Vingt ans de métier, et pas seulement dans la villa. IMI est d'abord une maison de tuyauterie industrielle : ses soudeurs sont certifiés EN ISO 9606 (Lloyd's Register), et l'équipe de quatorze techniciens intervient aussi bien sur des bâtiments administratifs, des écoles et des hôpitaux que sur des maisons individuelles. C'est elle qui a soudé et posé les conduites du réseau de chaleur à distance de la Ville de La Chaux-de-Fonds, secteur de la gare, avec l'opérateur Vadec.
Pour votre pompe à chaleur, ça change trois choses :
- L'hydraulique est faite par des gens dont c'est le métier premier. Le circuit, les raccordements, l'équilibrage : ils font ça toute l'année sur des réseaux autrement plus exigeants qu'une villa. Entre le bord du lac et les hauts du Jorat, la même maison ne se règle pas de la même façon — et c'est le réglage qui fait la facture.

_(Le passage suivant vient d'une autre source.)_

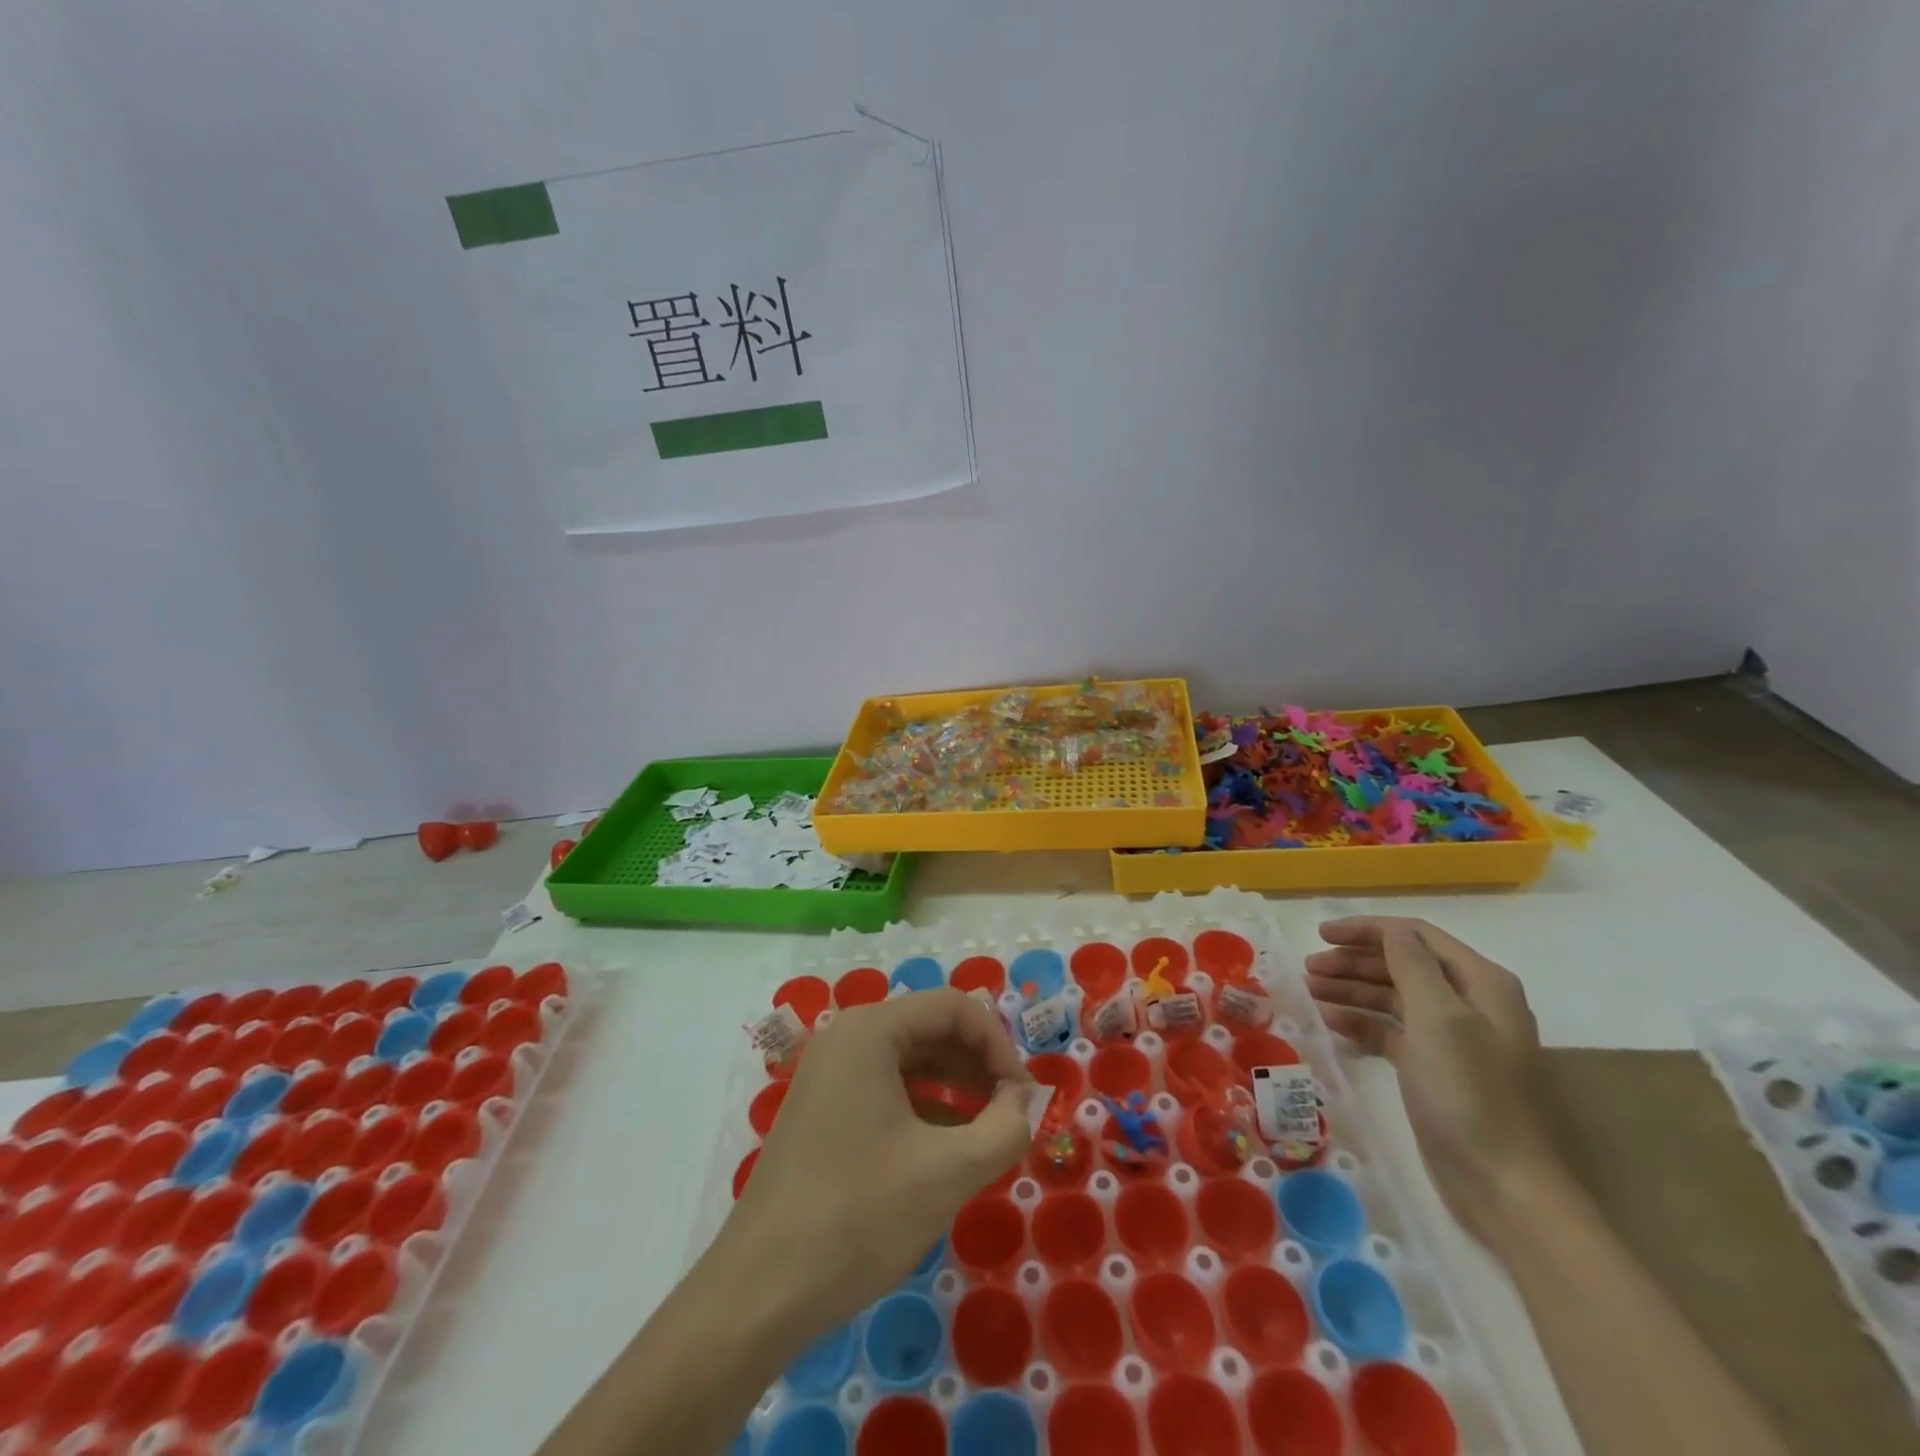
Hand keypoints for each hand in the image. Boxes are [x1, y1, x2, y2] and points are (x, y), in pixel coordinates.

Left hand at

- Votre maison est à radiateurs ? Ils posent du chauffage au sol fraisé — le sol chauffant rainuré dans la chape existante, sans tout casser. C'est souvent ce qui sépare une pompe à chaleur qui consomme d'une pompe à chaleur qui tient ses promesses.
- Si la pompe à chaleur n'est pas la bonne réponse chez vous, ils vous le diront. Ils posent aussi bien des chaudières que des raccordements au chauffage à distance : ils n'ont aucune raison de vous vendre l'un plutôt que l'autre.